What is a knowledge base
Customer service agents process data or information to create a knowledge base (sometimes written as one word, knowledgebase). They have knowledge when they either know the subject or know where to find the information. Agents acquire knowledge through experience, intuition, and research. They can also create new knowledge from existing knowledge using logical inference. A knowledge base is a centralised repository to gather, organise, analyse, and reuse this knowledge.

Benefits of an online knowledge base

Customer support teams benefit when, using questions and problems they receive, they create a knowledge base in a place, such as online, where the information is easily retrievable by support staff. Without a help desk knowledge base, information stored in individuals' memories is lost when they leave the support team. New customer service staff must then learn for themselves how to solve specific problems. Storing this knowledge ahead of time and making it readily available alleviates this issue, showing the benefit of maintaining such a knowledge base.

Creating a knowledge base

In many customer support environments, it can take staff members two months or longer to learn enough to be able to solve problems on their own. Complex areas of support may require 6 to 12 months before customer support staff have enough of experience. With a customer service knowledge base, new staff members can solve problems they have never seen before, if they know how to search for solutions.

Creating a customer service knowledge base

A customer service knowledge base also makes it easier for support staff to keep up with the increasing number of facts about products they support, so they can resolve information requests quickly. Teams of subject-matter experts work together to create a knowledge base, and over time, the local or online knowledge base becomes greater than any one person could have created. One customer service agent may begin with a solution to a problem, but as other people collect more examples, the customer service team accumulates a broader understanding of all the problem's characteristics.

Creating an IT knowledge base

An IT knowledge base is no longer the contribution of one person and their experiences, but of several people. It becomes a "living" resource and continues to change and evolve. The IT help desk staff are more likely to find the solutions that are current, if the knowledge management process ensures that knowledge is maintained in an ongoing basis. Senior leaders should make sure to encourage the building of a help desk knowledge base.

Build an IT knowledge base to increase morale and job satisfaction

Higher levels of customer service staff may not need to use the IT knowledge base themselves, but they also benefit from it. Level 2 and 3 staff members don't feel challenged when they must address the same problems repeatedly, and they may decide to leave the support group to move into more interesting roles. When they create a knowledge base that the frontline staff can use, level 1 support won't need to escalate as many questions or problems to higher support levels.

Create a customer service knowledge base to decrease support costs

Using a customer service knowledge base will help decrease the number of escalated calls. Level 2 resources are then free to handle more complex problems and projects. Their value increases, and they remain with a company and with a customer support group longer. This also helps the support group decrease costs — the percentage of calls resolved on the first call can increase. Higher-level support staff can be scheduled to work on projects to address systemic problems that can lower call volume even more.

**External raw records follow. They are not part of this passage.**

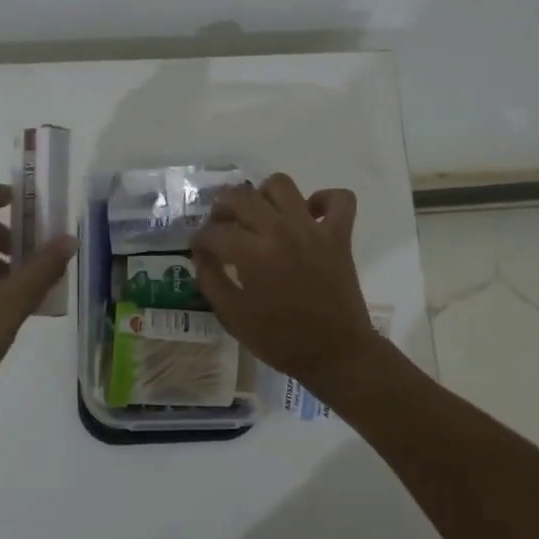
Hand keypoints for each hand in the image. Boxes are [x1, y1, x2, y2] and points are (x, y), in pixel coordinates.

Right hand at [189, 173, 379, 389]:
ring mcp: (313, 229)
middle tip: (221, 225)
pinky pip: (339, 199)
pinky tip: (309, 215)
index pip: (214, 232)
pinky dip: (323, 199)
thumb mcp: (233, 316)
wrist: (335, 353)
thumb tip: (200, 255)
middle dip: (222, 207)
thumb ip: (211, 280)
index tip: (198, 248)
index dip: (199, 239)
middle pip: (242, 196)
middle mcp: (280, 231)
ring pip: (282, 185)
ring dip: (264, 194)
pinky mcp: (340, 234)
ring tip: (260, 215)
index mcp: (252, 254)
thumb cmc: (280, 339)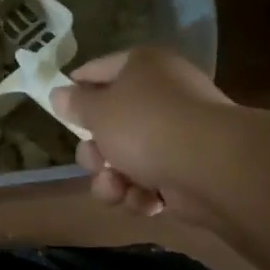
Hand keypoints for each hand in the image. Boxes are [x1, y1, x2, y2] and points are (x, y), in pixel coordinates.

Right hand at [51, 47, 230, 219]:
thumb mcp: (98, 111)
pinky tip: (147, 201)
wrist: (211, 167)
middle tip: (95, 161)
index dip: (76, 88)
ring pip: (125, 160)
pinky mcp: (187, 172)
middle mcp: (162, 96)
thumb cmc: (146, 125)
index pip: (99, 70)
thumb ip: (75, 104)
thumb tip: (59, 93)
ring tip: (117, 188)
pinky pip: (150, 182)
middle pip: (110, 124)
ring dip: (112, 180)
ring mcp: (177, 136)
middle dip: (95, 152)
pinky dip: (142, 194)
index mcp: (143, 68)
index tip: (59, 109)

Create an FAQ to supplement an IT knowledge base

An FAQ (Frequently Asked Questions) is an excellent source of shared information and often the first step for customers using self-service. This can be created as a derivative of the online knowledge base. Customers can read FAQs and solve some problems themselves, or review a list of customer service problems the staff is already working on, before calling the help desk. This can reduce the number of telephone calls and emails to the help desk and provide customer support staff more time to work on unique problems.

Create a knowledge base to increase organisational competitiveness

External customer support groups use a knowledge base to help make their company more competitive. Patterns of questions and requests for information help a company's senior management generate new business ideas and focus efforts on new product development. Help desk tickets can be combined with invoices to determine if there are any associations between support calls and purchases. Customer service managers can analyse customer attitudes and their comments about competing products captured in the knowledge base to develop information about the company's reputation in the marketplace.

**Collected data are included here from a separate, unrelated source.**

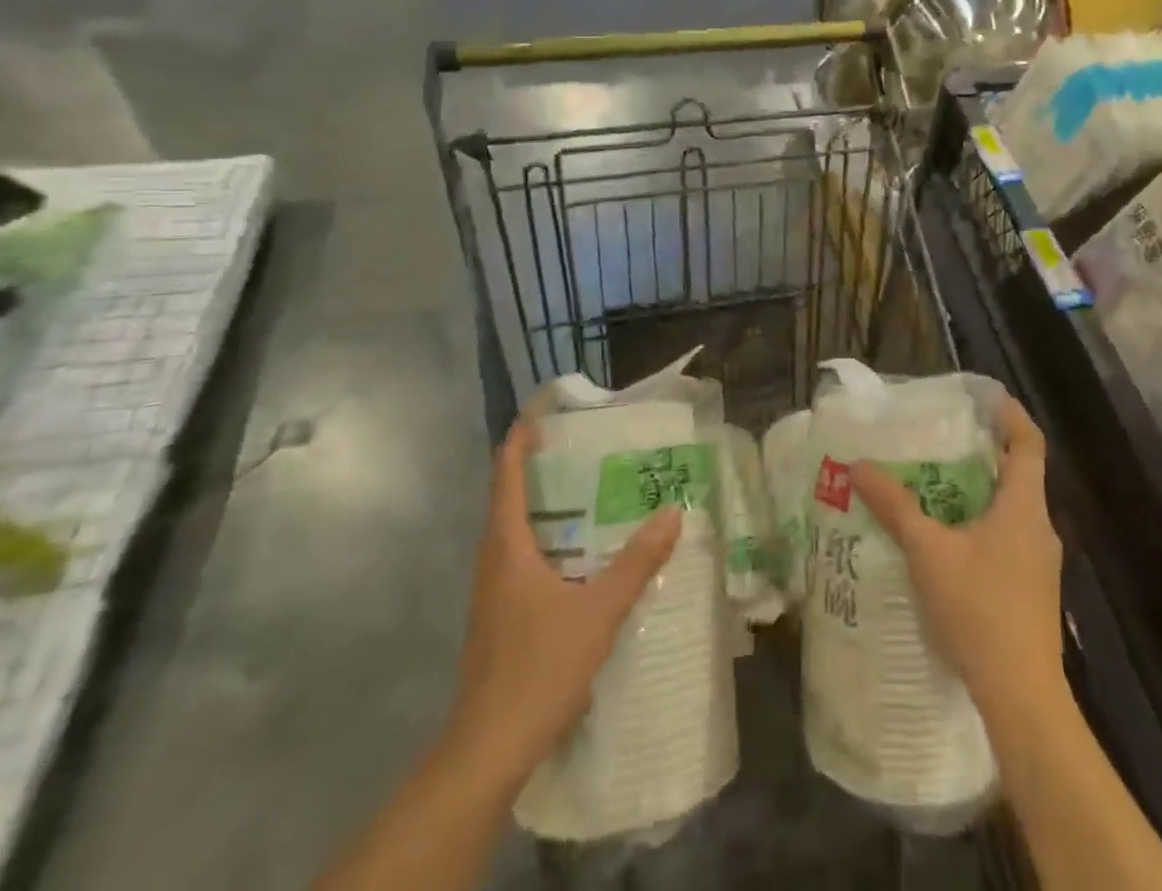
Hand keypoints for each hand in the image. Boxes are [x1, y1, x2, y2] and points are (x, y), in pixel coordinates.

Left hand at [444, 418, 683, 782]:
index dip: (520, 439)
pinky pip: (520, 560)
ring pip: (514, 532)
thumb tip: (672, 512)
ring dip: (544, 507)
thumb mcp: (599, 610)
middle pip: (508, 499)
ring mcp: (491, 593)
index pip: (506, 476)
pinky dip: (546, 541)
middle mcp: (493, 562)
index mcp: (507, 547)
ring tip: (589, 493)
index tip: (543, 411)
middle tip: (584, 447)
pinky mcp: (499, 619)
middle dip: (540, 468)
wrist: (489, 749)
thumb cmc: (539, 667)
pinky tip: (579, 556)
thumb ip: (637, 561)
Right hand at [853, 397, 1064, 723]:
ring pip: (1012, 508)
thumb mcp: (928, 552)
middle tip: (942, 438)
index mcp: (1024, 507)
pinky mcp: (1031, 589)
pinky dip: (981, 523)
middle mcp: (1039, 527)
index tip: (985, 397)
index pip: (1028, 444)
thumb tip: (858, 465)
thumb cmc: (979, 610)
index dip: (1010, 415)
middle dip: (983, 452)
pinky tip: (948, 540)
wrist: (1021, 696)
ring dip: (980, 491)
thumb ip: (895, 506)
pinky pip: (1008, 537)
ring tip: (937, 484)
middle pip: (1018, 473)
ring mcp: (1040, 562)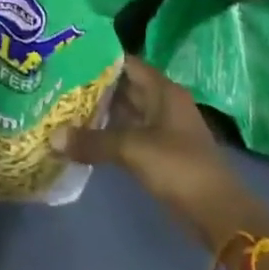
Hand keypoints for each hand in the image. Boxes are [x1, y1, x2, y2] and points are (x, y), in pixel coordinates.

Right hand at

Build a knowledge base as part of every day's routine and responsibilities

An understaffed customer support team may not have time to create a knowledge base. Although some help desk ticketing systems provide an easy collection method, support staff still must review troubleshooting logs from call records before updating the knowledge base. Support environments also change rapidly; new knowledge develops, existing knowledge changes, and other knowledge becomes outdated. In many support groups, all support levels are responsible to create knowledge and must make time during their daily activities to concentrate on this activity. If the tools to create or maintain a knowledge base are slow or difficult to learn, staff will not use the knowledge tools as part of their daily work. It's important to buy the best IT help desk ticketing system that allows support teams to rapidly create a help desk knowledge base from tickets.

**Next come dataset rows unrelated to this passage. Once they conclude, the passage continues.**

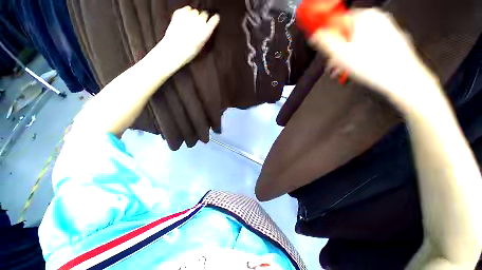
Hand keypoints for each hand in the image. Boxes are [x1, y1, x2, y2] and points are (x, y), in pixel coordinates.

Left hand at [159, 6, 219, 67]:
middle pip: (204, 14)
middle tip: (198, 25)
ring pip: (195, 11)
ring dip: (194, 16)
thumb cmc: (189, 51)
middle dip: (202, 19)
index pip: (213, 21)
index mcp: (205, 32)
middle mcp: (199, 22)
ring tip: (190, 24)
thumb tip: (206, 26)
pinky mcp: (180, 13)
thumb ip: (205, 34)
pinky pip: (187, 8)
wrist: (174, 49)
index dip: (214, 19)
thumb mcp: (201, 45)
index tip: (216, 17)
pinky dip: (187, 12)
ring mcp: (189, 16)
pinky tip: (185, 20)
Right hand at [310, 8, 440, 110]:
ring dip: (348, 56)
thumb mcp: (339, 54)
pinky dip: (361, 55)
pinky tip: (357, 67)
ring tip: (343, 70)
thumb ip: (324, 42)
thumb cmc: (375, 66)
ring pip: (359, 40)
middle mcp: (378, 18)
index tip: (327, 47)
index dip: (330, 36)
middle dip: (338, 50)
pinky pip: (370, 45)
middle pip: (349, 32)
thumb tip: (316, 35)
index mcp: (365, 16)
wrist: (402, 78)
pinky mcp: (392, 40)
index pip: (339, 20)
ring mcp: (387, 29)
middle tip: (334, 64)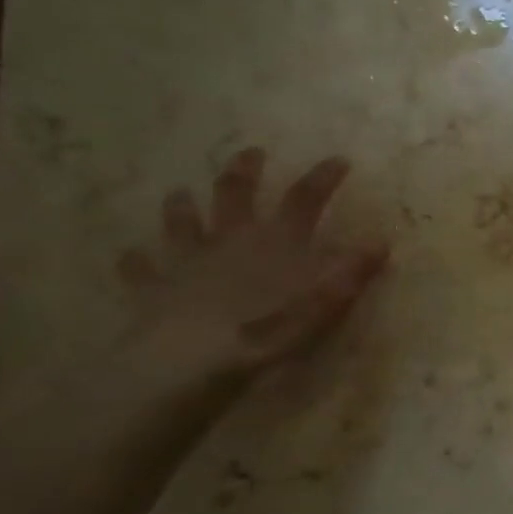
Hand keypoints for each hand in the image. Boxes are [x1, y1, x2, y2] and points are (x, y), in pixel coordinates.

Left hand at [117, 148, 387, 379]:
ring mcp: (188, 260)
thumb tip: (381, 242)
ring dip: (182, 207)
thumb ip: (350, 273)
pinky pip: (141, 269)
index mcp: (275, 242)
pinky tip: (131, 256)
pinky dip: (137, 261)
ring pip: (182, 223)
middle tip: (251, 153)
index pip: (305, 199)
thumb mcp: (322, 305)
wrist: (188, 360)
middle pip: (235, 193)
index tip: (338, 160)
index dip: (323, 177)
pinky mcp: (154, 288)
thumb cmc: (264, 330)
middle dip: (244, 171)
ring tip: (179, 193)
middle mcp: (230, 239)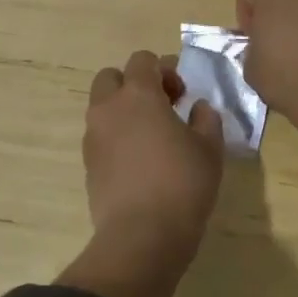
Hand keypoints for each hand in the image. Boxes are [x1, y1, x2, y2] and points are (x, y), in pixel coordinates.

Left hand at [59, 50, 225, 296]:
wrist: (141, 236)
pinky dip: (116, 137)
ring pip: (103, 107)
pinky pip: (100, 136)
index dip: (164, 70)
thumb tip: (198, 107)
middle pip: (112, 77)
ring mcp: (93, 136)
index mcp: (138, 95)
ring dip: (124, 111)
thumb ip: (206, 118)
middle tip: (162, 108)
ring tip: (152, 137)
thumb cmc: (182, 184)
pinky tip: (139, 161)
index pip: (143, 60)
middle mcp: (108, 108)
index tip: (182, 93)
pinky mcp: (88, 164)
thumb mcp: (209, 148)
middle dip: (134, 85)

Create a knowledge base with standard formatting

The support staff that creates a knowledge base must learn to structure the knowledge articles in such a way that others can easily and intuitively search and retrieve solutions. Initially, knowledge base users are usually other support staff. Eventually, support groups may allow customers to access to this same knowledge base to help decrease the number of calls. Since the knowledge base then is no longer internal information only, it needs to be presented in a standard format and written clearly so any customer can understand it.

Create a knowledge base and overcoming agent barriers

Customer service agents who have knowledge can also hinder collection, if they are reluctant to share what they know because they want to remain the only experts. If a staff member who earns less can perform the same tasks as skilled workers, the more skilled staff may believe that management will replace them with less expensive workers who can use their accumulated stored knowledge and expertise. These staff members and some managers fail to understand that a knowledge base is dynamic and usually based on more than just facts. People become experts because they know how to apply knowledge, experience, and intuition to create more knowledge. Successful customer service groups should reward staff who help build a knowledge base and maintain it.

Build a knowledge base with concise writing and uniform terminology

It's a great idea to have an editor review all entries into the knowledge base for formatting and grammar, but the real knowledge must come from people who do the work and integrate knowledge creation into the workflow. With many people contributing to the knowledge base, it's more challenging to retrieve the required knowledge because of different writing styles or terminology. Problems and questions may not always be clearly defined: a "how to" question can actually represent a problem, or a problem can really just be a "how to" question. The IT help desk team must learn new ways to look at issues, because the IT knowledge base could be represented in different ways. If staff members discover outdated information or can't find answers quickly, they'll lose confidence in the knowledge base tool and turn to older, slower ways to organise IT information. It is harder for managers to enforce the use of knowledge base tools when the IT support staff does not consistently rely on them.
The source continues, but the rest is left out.